Reutlingen

Zufußgehen als Mission

Der oberste Fußgänger im Land fordert mehr Einsatz für die klimafreundliche Fortbewegungsweise.

05.08.2019

Von Christopher Hirsch / LSW

Ingo Rohlfs ist Landessprecher des Fachverbands „FUSS“. Foto: Christoph Schmidt/dpa

Ingo Rohlfs ist Landessprecher des Fachverbands „FUSS“. Foto: Christoph Schmidt/dpa

Reutlingen. Wenn Ingo Rohlfs von Reutlingen nach Tübingen zur Arbeit pendelt, kann das schon mal dreieinhalb Stunden dauern. Nicht weil er im Stau steckt, sondern, weil er 18 Kilometer zu Fuß geht. Etwa einmal im Monat geht der 51-Jährige zur Arbeit und nimmt nicht – wie sonst – das Fahrrad. Er wählt dabei nicht den kürzesten, sondern einen schönen Weg durch Streuobstwiesen und den Wald. Zurück fährt er dann in der Regel mit dem Zug, weil sonst keine Zeit zum Arbeiten bliebe. Zufußgehen ist für Rohlfs nicht nur Erholung.
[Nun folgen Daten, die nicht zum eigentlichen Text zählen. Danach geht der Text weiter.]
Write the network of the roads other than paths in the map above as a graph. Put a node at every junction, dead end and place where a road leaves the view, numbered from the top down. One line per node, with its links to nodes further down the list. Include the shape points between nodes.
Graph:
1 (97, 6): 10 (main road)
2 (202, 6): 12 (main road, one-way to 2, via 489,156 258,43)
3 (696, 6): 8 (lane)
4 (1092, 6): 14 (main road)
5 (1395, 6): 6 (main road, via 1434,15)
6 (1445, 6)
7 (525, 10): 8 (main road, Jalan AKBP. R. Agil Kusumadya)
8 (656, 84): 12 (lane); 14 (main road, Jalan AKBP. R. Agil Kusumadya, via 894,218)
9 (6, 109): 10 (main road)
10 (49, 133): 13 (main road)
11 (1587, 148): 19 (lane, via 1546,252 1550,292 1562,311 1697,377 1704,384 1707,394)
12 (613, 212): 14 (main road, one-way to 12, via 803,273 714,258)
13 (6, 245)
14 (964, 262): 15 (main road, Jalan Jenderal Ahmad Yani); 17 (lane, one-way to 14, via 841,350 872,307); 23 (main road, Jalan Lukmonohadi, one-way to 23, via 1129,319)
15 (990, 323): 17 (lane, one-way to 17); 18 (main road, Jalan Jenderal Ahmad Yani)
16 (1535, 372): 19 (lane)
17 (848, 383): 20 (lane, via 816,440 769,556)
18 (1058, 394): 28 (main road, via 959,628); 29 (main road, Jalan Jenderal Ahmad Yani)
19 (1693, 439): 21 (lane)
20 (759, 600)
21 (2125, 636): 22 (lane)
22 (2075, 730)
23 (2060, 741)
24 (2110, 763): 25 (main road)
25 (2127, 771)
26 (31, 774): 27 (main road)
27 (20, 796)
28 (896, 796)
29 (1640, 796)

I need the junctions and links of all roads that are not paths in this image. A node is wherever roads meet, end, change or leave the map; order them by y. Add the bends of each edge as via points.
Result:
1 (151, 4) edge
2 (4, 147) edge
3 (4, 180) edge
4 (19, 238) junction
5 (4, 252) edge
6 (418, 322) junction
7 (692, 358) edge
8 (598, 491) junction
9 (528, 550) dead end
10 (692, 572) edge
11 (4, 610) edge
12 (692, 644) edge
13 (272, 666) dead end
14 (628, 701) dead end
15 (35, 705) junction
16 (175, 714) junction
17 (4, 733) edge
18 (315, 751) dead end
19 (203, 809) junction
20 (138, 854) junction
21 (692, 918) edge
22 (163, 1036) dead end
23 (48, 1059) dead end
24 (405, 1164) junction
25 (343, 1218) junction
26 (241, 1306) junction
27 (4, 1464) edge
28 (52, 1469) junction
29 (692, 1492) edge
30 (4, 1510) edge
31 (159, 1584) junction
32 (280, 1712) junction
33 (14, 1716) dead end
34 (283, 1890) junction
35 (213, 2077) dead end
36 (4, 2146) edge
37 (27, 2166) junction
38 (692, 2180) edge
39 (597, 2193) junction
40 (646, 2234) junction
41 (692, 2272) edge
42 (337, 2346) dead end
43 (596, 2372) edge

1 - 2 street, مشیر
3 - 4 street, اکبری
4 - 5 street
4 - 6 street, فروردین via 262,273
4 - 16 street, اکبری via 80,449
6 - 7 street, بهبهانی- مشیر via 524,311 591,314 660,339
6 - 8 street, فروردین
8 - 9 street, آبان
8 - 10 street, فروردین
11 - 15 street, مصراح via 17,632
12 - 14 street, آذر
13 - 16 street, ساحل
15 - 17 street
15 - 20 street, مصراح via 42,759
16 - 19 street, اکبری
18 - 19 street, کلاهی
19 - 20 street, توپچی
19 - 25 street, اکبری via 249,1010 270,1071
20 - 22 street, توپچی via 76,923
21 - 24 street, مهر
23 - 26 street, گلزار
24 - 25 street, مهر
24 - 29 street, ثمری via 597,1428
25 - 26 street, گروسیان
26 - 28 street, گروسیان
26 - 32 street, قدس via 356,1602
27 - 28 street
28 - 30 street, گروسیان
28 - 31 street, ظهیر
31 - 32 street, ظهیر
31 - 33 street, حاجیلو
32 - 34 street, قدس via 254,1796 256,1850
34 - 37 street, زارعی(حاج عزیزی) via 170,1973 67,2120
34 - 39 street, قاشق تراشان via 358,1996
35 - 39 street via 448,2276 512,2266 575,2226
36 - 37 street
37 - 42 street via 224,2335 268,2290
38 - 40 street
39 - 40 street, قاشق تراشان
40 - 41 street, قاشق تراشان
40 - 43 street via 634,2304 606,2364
Für den Landessprecher des Fachverbands Fußverkehr (FUSS) ist es ein politisches Thema.

Das wird auf seinem Weg zur Arbeit deutlich. „Hier sollen in Zukunft die Busse fahren“, sagt er und zeigt auf eine umgebaute Straße in der Innenstadt. Dabei gingen Autofahrer, die auf ein anderes Verkehrsmittel umsteigen, eher zu Fuß, als dass sie den ÖPNV nutzten. Studien zeigten, dass dieser erst auf Rang drei käme – nach dem Fahrrad, sagt Rohlfs. Hier mache man es genau umgekehrt. „Man nimmt das, was von den Leuten freiwillig am wenigsten gewählt wird, und steckt da ganz viel Geld rein.“

„Zu Fuß gehen ist zu normal, als dass man dem einen Wert gibt“, sagte Rohlfs Anfang Juli bei einem Fachgespräch mit Verkehrsminister Winfried Hermann (Grüne). Angesichts von Klimakrise, Feinstaubbelastung und Platzmangel in den Städten könnte sich daran etwas ändern. Der Verkehrsminister will, dass 30 Prozent aller Wege 2030 im Land zu Fuß zurückgelegt werden. 2017 lag der Anteil bei 21 Prozent.

Dabei sieht Rohlfs ein zentrales Problem: „Die Verwaltungen vor Ort sind überfordert.“ Fußverkehr sei schwieriger zu planen, als eine Autostraße. Er empfiehlt dem Land die Einrichtung einer Expertengruppe zur Unterstützung der Kommunen.

Bis vor ein paar Jahren habe er nicht an eine Lösung des Klimaproblems geglaubt, sagt Rohlfs. Mittlerweile sei er optimistischer. Auch dank Fridays-for-Future. Für ihn ist das Thema Verkehr aber nicht nur eine Frage des Klimas. Luftschadstoffe, Lärm, Bewegungsmangel – all das könne man auf einmal angehen. Wie? Zu Fuß.